**Instructions to follow**: From the records below, report the number of lines that contain "Answer", and add nothing.

**Listed records**:
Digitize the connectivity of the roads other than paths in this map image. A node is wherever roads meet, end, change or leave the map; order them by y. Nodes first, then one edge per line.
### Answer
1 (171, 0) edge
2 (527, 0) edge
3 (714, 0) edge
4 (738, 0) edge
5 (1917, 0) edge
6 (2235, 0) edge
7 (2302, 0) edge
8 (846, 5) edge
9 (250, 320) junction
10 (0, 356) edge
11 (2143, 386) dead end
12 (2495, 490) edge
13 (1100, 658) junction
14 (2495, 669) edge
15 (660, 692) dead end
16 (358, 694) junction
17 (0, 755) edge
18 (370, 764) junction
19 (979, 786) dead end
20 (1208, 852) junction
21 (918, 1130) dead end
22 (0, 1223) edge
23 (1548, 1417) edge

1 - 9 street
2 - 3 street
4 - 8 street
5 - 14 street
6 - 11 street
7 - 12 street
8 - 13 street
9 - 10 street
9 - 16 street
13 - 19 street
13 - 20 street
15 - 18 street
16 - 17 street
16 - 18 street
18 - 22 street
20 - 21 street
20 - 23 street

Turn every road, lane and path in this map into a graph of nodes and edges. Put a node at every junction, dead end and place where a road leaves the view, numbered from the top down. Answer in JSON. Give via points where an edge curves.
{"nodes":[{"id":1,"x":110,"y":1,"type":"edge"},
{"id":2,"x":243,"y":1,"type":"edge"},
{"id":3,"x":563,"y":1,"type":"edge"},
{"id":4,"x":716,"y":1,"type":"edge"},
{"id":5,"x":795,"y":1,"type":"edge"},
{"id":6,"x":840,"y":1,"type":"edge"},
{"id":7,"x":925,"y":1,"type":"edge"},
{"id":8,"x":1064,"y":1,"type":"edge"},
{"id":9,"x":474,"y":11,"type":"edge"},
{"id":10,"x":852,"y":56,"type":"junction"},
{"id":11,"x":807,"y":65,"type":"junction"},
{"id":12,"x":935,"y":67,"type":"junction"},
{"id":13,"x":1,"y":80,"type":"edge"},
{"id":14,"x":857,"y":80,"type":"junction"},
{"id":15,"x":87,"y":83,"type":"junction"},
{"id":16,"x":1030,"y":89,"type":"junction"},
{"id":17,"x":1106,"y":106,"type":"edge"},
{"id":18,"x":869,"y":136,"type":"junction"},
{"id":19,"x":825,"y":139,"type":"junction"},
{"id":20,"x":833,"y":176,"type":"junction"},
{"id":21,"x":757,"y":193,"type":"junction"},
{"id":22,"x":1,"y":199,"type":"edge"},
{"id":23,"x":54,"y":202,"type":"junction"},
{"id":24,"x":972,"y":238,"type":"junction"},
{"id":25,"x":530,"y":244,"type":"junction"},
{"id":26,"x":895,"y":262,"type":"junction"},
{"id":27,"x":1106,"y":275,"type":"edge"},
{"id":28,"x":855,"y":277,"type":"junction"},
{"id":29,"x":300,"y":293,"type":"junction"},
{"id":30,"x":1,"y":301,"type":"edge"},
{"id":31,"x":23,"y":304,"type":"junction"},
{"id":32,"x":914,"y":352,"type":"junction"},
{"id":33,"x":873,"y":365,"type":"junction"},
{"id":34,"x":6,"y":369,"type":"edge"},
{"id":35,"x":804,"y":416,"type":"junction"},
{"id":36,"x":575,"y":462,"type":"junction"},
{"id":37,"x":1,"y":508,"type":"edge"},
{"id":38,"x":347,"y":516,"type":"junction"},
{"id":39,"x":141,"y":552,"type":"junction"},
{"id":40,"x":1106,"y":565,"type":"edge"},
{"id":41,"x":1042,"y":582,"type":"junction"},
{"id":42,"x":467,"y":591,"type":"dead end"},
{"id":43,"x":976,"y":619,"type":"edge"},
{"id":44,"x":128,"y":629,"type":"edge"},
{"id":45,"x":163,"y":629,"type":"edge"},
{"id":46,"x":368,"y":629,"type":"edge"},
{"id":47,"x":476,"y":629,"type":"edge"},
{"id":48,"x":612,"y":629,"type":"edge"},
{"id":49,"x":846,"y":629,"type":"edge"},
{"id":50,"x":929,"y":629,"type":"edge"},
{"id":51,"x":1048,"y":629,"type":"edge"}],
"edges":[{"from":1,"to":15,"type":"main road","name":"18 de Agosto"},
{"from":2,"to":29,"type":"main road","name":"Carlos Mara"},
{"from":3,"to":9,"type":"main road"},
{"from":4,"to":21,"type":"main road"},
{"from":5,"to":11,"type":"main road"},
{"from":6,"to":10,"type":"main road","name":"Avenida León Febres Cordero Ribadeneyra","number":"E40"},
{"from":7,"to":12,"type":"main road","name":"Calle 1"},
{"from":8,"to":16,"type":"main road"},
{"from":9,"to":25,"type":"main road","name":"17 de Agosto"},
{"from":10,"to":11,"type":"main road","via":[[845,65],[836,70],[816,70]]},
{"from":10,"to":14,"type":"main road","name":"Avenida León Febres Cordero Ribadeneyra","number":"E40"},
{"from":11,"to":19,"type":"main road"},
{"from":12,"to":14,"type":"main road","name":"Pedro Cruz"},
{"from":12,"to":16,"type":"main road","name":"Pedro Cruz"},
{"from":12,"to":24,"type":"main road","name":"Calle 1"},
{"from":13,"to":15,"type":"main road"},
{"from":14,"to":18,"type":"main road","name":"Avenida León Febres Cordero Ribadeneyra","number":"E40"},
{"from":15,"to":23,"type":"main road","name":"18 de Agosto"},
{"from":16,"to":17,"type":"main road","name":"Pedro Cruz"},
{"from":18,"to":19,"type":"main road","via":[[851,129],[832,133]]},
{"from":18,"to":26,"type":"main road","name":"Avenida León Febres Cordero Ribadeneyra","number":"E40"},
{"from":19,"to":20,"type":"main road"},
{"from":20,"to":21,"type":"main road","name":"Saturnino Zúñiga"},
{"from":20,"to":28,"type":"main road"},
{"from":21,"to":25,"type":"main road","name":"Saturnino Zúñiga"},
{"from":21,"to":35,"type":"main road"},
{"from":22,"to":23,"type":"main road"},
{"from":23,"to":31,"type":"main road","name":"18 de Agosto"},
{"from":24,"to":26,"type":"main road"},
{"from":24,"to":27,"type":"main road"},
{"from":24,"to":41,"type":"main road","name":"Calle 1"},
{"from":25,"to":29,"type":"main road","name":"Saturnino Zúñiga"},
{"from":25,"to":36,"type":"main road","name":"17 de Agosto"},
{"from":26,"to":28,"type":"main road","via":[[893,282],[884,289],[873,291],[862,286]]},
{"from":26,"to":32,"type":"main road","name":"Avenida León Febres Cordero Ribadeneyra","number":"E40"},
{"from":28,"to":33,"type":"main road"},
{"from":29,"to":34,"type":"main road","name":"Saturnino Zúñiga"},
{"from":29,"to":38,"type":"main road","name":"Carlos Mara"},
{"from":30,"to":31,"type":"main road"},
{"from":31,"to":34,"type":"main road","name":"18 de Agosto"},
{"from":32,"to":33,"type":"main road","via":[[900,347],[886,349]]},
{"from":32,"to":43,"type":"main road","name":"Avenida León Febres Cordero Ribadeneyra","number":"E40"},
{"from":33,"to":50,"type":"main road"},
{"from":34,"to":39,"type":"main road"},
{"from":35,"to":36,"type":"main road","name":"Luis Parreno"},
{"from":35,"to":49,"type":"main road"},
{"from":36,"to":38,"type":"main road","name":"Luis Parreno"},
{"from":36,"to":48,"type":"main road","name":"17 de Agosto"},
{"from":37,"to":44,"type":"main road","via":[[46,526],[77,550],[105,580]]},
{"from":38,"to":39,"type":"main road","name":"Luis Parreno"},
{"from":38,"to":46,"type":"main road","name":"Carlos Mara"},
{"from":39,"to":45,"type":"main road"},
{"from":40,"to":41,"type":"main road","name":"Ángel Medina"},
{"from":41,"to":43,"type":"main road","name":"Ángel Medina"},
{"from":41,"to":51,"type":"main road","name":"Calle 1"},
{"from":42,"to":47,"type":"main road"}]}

**Your solution**: 2